WHEN THE PRINTER SCREWS UP - How do you cope when the ad you sold seems to have mutated en route to your magazine? Paul Simpson outlines some options

There’s a ritual to the arrival of a new issue of a magazine in a publishing office. A hefty bloke with a builder’s bum dumps a load of bundles by the partition. There’s a frantic hunt for something sharp to cut through the polythene wrapping. Copies are handed around as if they’re perishable contraband and then, after about 20 seconds, somebody emits a noise somewhere between a shriek and a groan.

There’s a ritual to the arrival of a new issue of a magazine in a

publishing office. A hefty bloke with a builder’s bum dumps a load of

bundles by the partition. There’s a frantic hunt for something sharp to

cut through the polythene wrapping. Copies are handed around as if

they’re perishable contraband and then, after about 20 seconds, somebody

emits a noise somewhere between a shriek and a groan.

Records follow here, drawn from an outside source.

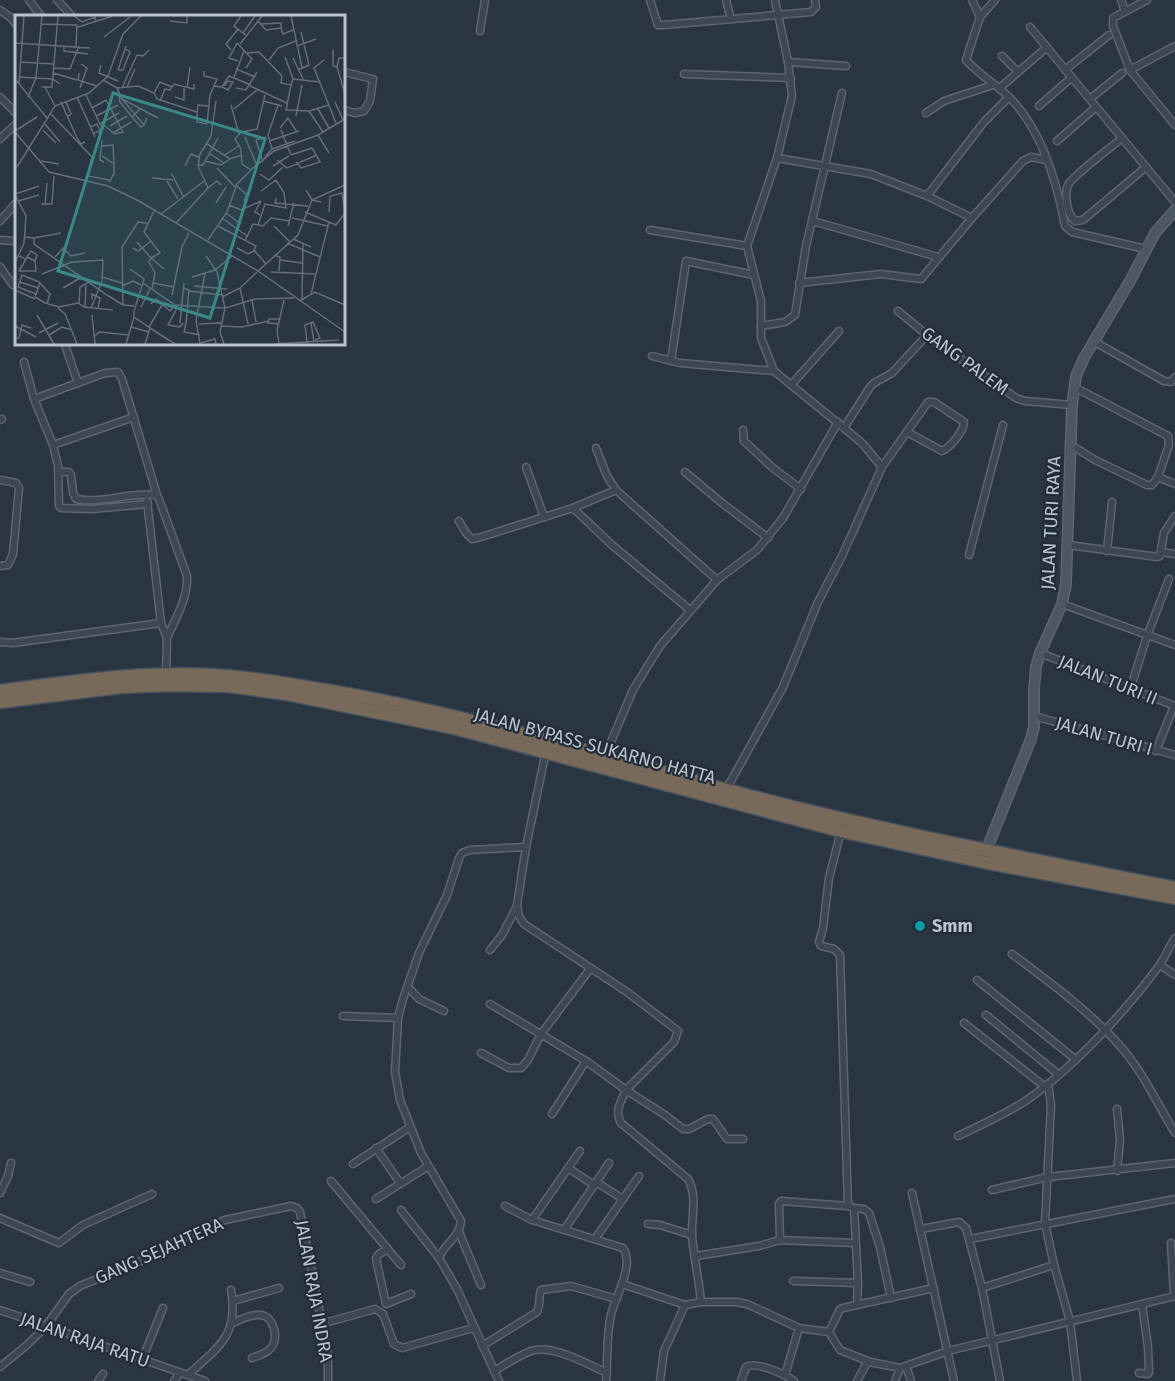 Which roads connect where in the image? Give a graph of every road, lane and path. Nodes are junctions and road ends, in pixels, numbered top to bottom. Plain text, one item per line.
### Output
1 (29, 0) edge
2 (57, 0) edge
3 (485, 0) edge
4 (650, 0) edge
5 (726, 0) edge
6 (775, 0) edge
7 (815, 0) edge
8 (972, 0) edge
9 (995, 0) edge
10 (1121, 0) edge
11 (1147, 0) edge
12 (0, 10) edge
13 (1125, 11) junction
14 (40, 15) edge
15 (71, 15) edge
16 (779, 16) junction
17 (980, 17) junction
18 (731, 19) junction
19 (15, 23) edge
20 (1030, 27) dead end
21 (480, 32) dead end
22 (1109, 35) dead end
23 (1175, 45) edge
24 (1046, 48) junction
25 (1002, 56) dead end
26 (788, 62) junction
27 (846, 66) dead end
28 (1065, 70) junction
29 (1130, 70) junction
30 (345, 72) edge
31 (1018, 72) junction
32 (684, 74) dead end
33 (1122, 74) dead end
34 (791, 78) junction
35 (1071, 78) junction
36 (993, 85) junction
37 (1002, 86) dead end
38 (842, 93) dead end
39 (0, 97) edge
40 (1009, 97) junction
41 (1090, 99) junction
42 (1039, 106) dead end
43 (1096, 107) junction
44 (345, 110) edge
45 (15, 112) edge
46 (926, 113) dead end
47 (15, 125) edge
48 (1175, 125) edge
49 (1122, 138) junction
50 (0, 139) edge
51 (1057, 141) dead end
52 (777, 158) junction
53 (1047, 160) junction
54 (826, 165) junction
55 (1146, 167) junction
56 (927, 196) junction
57 (1175, 202) edge
58 (15, 204) edge
59 (1175, 210) edge
60 (972, 218) junction
61 (0, 221) edge
62 (813, 221) junction
63 (650, 230) dead end
64 (0, 240) edge
65 (15, 241) edge
66 (747, 246) junction
67 (1146, 249) junction
68 (938, 257) junction
69 (0, 267) edge
70 (754, 275) junction
71 (800, 283) junction
72 (13, 285) dead end
73 (898, 311) dead end
74 (760, 326) junction
75 (839, 331) dead end
76 (927, 335) junction
77 (1095, 342) junction
78 (65, 345) dead end
79 (652, 356) dead end
80 (671, 360) junction
81 (24, 362) dead end
82 (774, 371) junction
83 (1175, 377) edge
84 (78, 383) junction
85 (792, 384) junction
86 (1074, 387) junction
87 (34, 399) junction
88 (1072, 405) junction
89 (134, 417) junction
90 (838, 422) junction
91 (1004, 425) dead end
92 (844, 428) junction
93 (742, 430) dead end
94 (907, 432) junction
95 (1071, 444) junction
96 (53, 445) junction
97 (596, 448) dead end
98 (526, 467) dead end
99 (882, 467) junction
100 (59, 472) junction
101 (685, 472) dead end
102 (1158, 477) junction
103 (0, 480) edge
104 (1175, 484) edge
105 (801, 489) junction
106 (616, 490) junction
107 (146, 494) junction
108 (157, 495) junction
109 (1112, 502) dead end
110 (148, 504) junction
111 (573, 508) junction
112 (1175, 516) edge
113 (544, 517) junction
114 (459, 520) dead end
115 (768, 538) junction
116 (1068, 545) junction
117 (1107, 551) junction
118 (1161, 552) junction
119 (1175, 554) edge
120 (969, 555) dead end
121 (0, 566) edge
122 (1169, 579) dead end
123 (717, 580) junction
124 (1062, 604) junction
125 (690, 610) junction
126 (161, 623) junction
127 (1147, 636) junction
128 (166, 638) junction
129 (0, 642) edge
130 (1175, 645) edge
131 (1040, 653) junction
132 (166, 679) junction
133 (1130, 690) junction
134 (0, 691) edge
135 (0, 702) edge
136 (1174, 706) edge
137 (1034, 716) junction
138 (1155, 751) junction
139 (546, 752) junction
140 (1175, 755) edge
141 (605, 756) junction
142 (726, 790) junction
143 (841, 831) junction
144 (526, 847) junction
145 (986, 851) junction
146 (1175, 888) edge
147 (1175, 898) edge
148 (517, 905) junction
149 (1175, 938) edge
150 (490, 950) dead end
151 (1012, 954) dead end
152 (1160, 965) junction
153 (590, 969) junction
154 (1175, 975) edge
155 (977, 980) dead end
156 (408, 987) junction
157 (490, 1004) dead end
158 (444, 1011) dead end
159 (986, 1015) dead end
160 (343, 1016) dead end
161 (398, 1018) junction
162 (964, 1023) dead end
163 (1105, 1030) junction
164 (541, 1034) junction
165 (481, 1053) dead end
166 (1075, 1059) junction
167 (586, 1061) junction
168 (1058, 1074) junction
169 (1046, 1085) junction
170 (626, 1090) junction
171 (1117, 1109) dead end
172 (552, 1114) dead end
173 (410, 1127) junction
174 (1175, 1133) edge
175 (958, 1136) dead end
176 (743, 1139) dead end
177 (376, 1148) junction
178 (580, 1151) dead end
179 (11, 1163) dead end
180 (609, 1163) dead end
181 (1175, 1163) edge
182 (353, 1164) dead end
183 (428, 1167) junction
184 (568, 1168) junction
185 (1117, 1171) junction
186 (639, 1176) dead end
187 (1048, 1177) junction
188 (331, 1181) dead end
189 (595, 1183) junction
190 (400, 1184) junction
191 (992, 1190) dead end
192 (0, 1193) edge
193 (912, 1193) dead end
194 (152, 1194) dead end
195 (376, 1199) dead end
196 (623, 1199) junction
197 (1175, 1199) edge
198 (291, 1206) joint
199 (505, 1206) dead end
200 (851, 1207) junction
201 (401, 1210) dead end
202 (0, 1218) edge
203 (532, 1220) junction
204 (1045, 1223) junction
205 (648, 1224) dead end
206 (921, 1229) junction
207 (564, 1230) junction
208 (459, 1232) junction
209 (692, 1235) junction
210 (595, 1239) junction
211 (970, 1239) junction
212 (780, 1240) junction
213 (1171, 1243) dead end
214 (854, 1244) junction
215 (388, 1249) junction
216 (696, 1256) junction
217 (439, 1258) junction
218 (401, 1264) dead end
219 (1054, 1264) junction
220 (0, 1273) edge
221 (793, 1281) dead end
222 (30, 1282) dead end
223 (858, 1283) junction
224 (622, 1284) junction
225 (482, 1285) dead end
226 (279, 1288) dead end
227 (934, 1288) junction
228 (982, 1288) junction
229 (231, 1290) dead end
230 (411, 1294) dead end
231 (1174, 1296) edge
232 (891, 1298) junction
233 (617, 1299) junction
234 (233, 1301) junction
235 (701, 1302) junction
236 (386, 1304) junction
237 (1142, 1304) junction
238 (685, 1305) junction
239 (857, 1305) junction
240 (163, 1308) dead end
241 (0, 1310) edge
242 (381, 1312) junction
243 (1070, 1321) junction
244 (233, 1323) junction
245 (321, 1324) junction
246 (46, 1326) junction
247 (473, 1328) junction
248 (799, 1328) junction
249 (829, 1332) junction
250 (992, 1340) junction
251 (482, 1346) junction
252 (948, 1351) junction
253 (252, 1358) dead end
254 (142, 1360) junction
255 (868, 1361) junction
256 (0, 1367) edge
257 (903, 1367) junction
258 (494, 1371) junction
259 (180, 1373) junction
260 (607, 1373) junction
261 (1139, 1373) dead end
262 (103, 1374) dead end
263 (188, 1375) junction
264 (785, 1375) junction
265 (98, 1381) edge
266 (174, 1381) edge
267 (205, 1381) edge
268 (328, 1381) edge
269 (499, 1381) edge
270 (606, 1381) edge
271 (660, 1381) edge
272 (741, 1381) edge
273 (794, 1381) edge
274 (857, 1381) edge
275 (895, 1381) edge
276 (911, 1381) edge
277 (954, 1381) edge
278 (1000, 1381) edge
279 (1077, 1381) edge

1 - 14 street
2 - 15 street
3 - 21 street
4 - 18 street
5 - 18 street
6 - 16 street
7 - 16 street
8 - 17 street
9 - 17 street
10 - 13 street
11 - 13 street
12 - 19 street
13 - 29 street
16 - 18 street
16 - 26 street
17 - 36 street
20 - 24 street
22 - 28 street
23 - 29 street
24 - 28 street
24 - 31 street
25 - 31 street
26 - 27 street
26 - 34 street
28 - 35 street
29 - 48 street
30 - 44 street
31 - 37 street
32 - 34 street
33 - 41 street
34 - 52 street
35 - 41 street
35 - 42 street
36 - 40 street
36 - 46 street
38 - 54 street
39 - 45 street
40 - 53 street
40 - 56 street
41 - 43 street
43 - 49 street
43 - 51 street
47 - 50 street
49 - 55 street
49 - 55 street
52 - 54 street
52 - 66 street
53 - 60 street
53 - 67 street
54 - 56 street
54 - 62 street
55 - 57 street
56 - 60 street
58 - 61 street
59 - 67 street, JALAN TURI RAYA
60 - 68 street
62 - 68 street
62 - 71 street
63 - 66 street
64 - 65 street
66 - 70 street
67 - 77 street, JALAN TURI RAYA
68 - 71 street
69 - 72 street
70 - 74 street
70 - 80 street
71 - 74 street
73 - 76 street, GANG PALEM
74 - 82 street
75 - 85 street
76 - 88 street, GANG PALEM
76 - 92 street
77 - 83 street
77 - 86 street, JALAN TURI RAYA
78 - 84 street
79 - 80 street
80 - 82 street
81 - 87 street
82 - 85 street
84 - 87 street
84 - 89 street
85 - 90 street
86 - 88 street, JALAN TURI RAYA
86 - 102 street
87 - 96 street
88 - 95 street, JALAN TURI RAYA
89 - 96 street
89 - 108 street
90 - 92 street
90 - 105 street
91 - 120 street
92 - 99 street
93 - 105 street
94 - 94 street
94 - 99 street
95 - 102 street
95 - 116 street, JALAN TURI RAYA
96 - 100 street
97 - 106 street
98 - 113 street
99 - 142 street
100 - 107 street
100 - 110 street
101 - 115 street
102 - 104 street
103 - 121 street
105 - 115 street
106 - 111 street
106 - 123 street
107 - 108 street
107 - 110 street
108 - 128 street
109 - 117 street
110 - 126 street
111 - 113 street
111 - 125 street
112 - 118 street
113 - 114 street
115 - 123 street
116 - 117 street
116 - 124 street, JALAN TURI RAYA
117 - 118 street
118 - 119 street
122 - 127 street
123 - 125 street
124 - 127 street
124 - 131 street, JALAN TURI RAYA
125 - 141 street
126 - 128 street
126 - 129 street
127 - 130 street
127 - 133 street
128 - 132 street
131 - 133 street, JALAN TURI II
131 - 137 street, JALAN TURI RAYA
132 - 134 highway, JALAN BYPASS SUKARNO HATTA
132 - 135 highway, JALAN BYPASS SUKARNO HATTA
132 - 139 highway, JALAN BYPASS SUKARNO HATTA
132 - 141 highway, JALAN BYPASS SUKARNO HATTA
133 - 136 street, JALAN TURI II
136 - 138 street
137 - 138 street, JALAN TURI I
137 - 145 street, JALAN TURI RAYA
138 - 140 street, JALAN TURI I
139 - 143 highway, JALAN BYPASS SUKARNO HATTA
139 - 144 street
141 - 142 highway, JALAN BYPASS SUKARNO HATTA
142 - 145 highway, JALAN BYPASS SUKARNO HATTA
143 - 147 highway, JALAN BYPASS SUKARNO HATTA
143 - 200 street
144 - 148 street
144 - 156 street
145 - 146 highway, JALAN BYPASS SUKARNO HATTA
148 - 150 street
148 - 153 street
149 - 152 street
151 - 163 street
152 - 154 street
152 - 163 street
153 - 164 street
153 - 170 street
155 - 166 street
156 - 158 street
156 - 161 street
157 - 164 street
159 - 168 street
160 - 161 street
161 - 173 street
162 - 169 street
163 - 166 street
163 - 174 street
164 - 165 street
164 - 167 street
166 - 168 street
167 - 170 street
167 - 172 street
168 - 169 street
169 - 175 street
169 - 187 street
170 - 176 street
170 - 209 street
171 - 185 street
173 - 177 street
173 - 183 street
177 - 182 street
177 - 190 street
178 - 184 street
179 - 192 street
180 - 189 street
181 - 185 street
183 - 190 street
183 - 208 street
184 - 189 street
184 - 203 street
185 - 187 street
186 - 196 street
187 - 191 street
187 - 204 street
188 - 215 street
189 - 196 street
189 - 207 street
190 - 195 street
193 - 206 street
194 - 202 street
196 - 210 street
197 - 204 street
198 - 245 street, JALAN RAJA INDRA
198 - 246 street, GANG SEJAHTERA
199 - 203 street
200 - 212 street
200 - 214 street
200 - 232 street
201 - 217 street
203 - 207 street
204 - 211 street
204 - 219 street
205 - 209 street
206 - 211 street
206 - 227 street
207 - 210 street
208 - 217 street
208 - 225 street
209 - 216 street
210 - 224 street
211 - 228 street
212 - 214 street
212 - 216 street
213 - 231 street
214 - 223 street
215 - 218 street
215 - 236 street
216 - 235 street
217 - 247 street
219 - 228 street
219 - 243 street
220 - 222 street
221 - 223 street
223 - 239 street
224 - 233 street
224 - 238 street
226 - 234 street
227 - 232 street
227 - 252 street
228 - 250 street
229 - 234 street
230 - 236 street
231 - 237 street
232 - 239 street
233 - 251 street
233 - 260 street
234 - 244 street
235 - 238 street
235 - 248 street
236 - 242 street
237 - 243 street
237 - 261 street
238 - 271 street
239 - 249 street
240 - 254 street
241 - 246 street, JALAN RAJA RATU
242 - 245 street
242 - 247 street
243 - 250 street
243 - 279 street
244 - 253 street
244 - 263 street
245 - 268 street, JALAN RAJA INDRA
246 - 254 street, JALAN RAJA RATU
246 - 256 street, GANG SEJAHTERA
247 - 251 street
248 - 249 street
248 - 264 street
249 - 255 street
250 - 252 street
250 - 278 street
251 - 258 street
252 - 257 street
252 - 277 street
254 - 259 street, JALAN RAJA RATU
255 - 257 street
255 - 274 street
257 - 275 street
257 - 276 street
258 - 260 street
258 - 269 street
259 - 263 street, JALAN RAJA RATU
259 - 266 street
260 - 270 street
262 - 265 street
263 - 267 street, JALAN RAJA RATU
264 - 272 street
264 - 273 street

This means one of two things. Either the editor still doesn’t think the

picture above the leader column does him justice, or the printer has

screwed up that DPS from a new client whose verbal commitment to a

massive campaign had promised to guarantee your commission for the next

three months.



’Screwing up’ could mean any number of things, such as getting the

client’s phone number wrong; missing off a corner flash that told

readers to look out for the client at an exhibition; printing the second

ad in a series before the first; or trimming the page so that the copy

makes even less sense than usual.



Perhaps the strangest cock-up occurred at an unnamed business magazine,

when a recruitment agency wanted a mono semi-display ad with a picture

of the company’s chairman. The chairman’s mugshot was duly sent to the

printer, and a proof was faxed back and approved - only for the final

printed copy to show a strange growth on the chairman’s left cheek.

Unsurprisingly, the recruiter took exception to the implication that he

was a walking tumour, and rang the publisher to utter dire threats.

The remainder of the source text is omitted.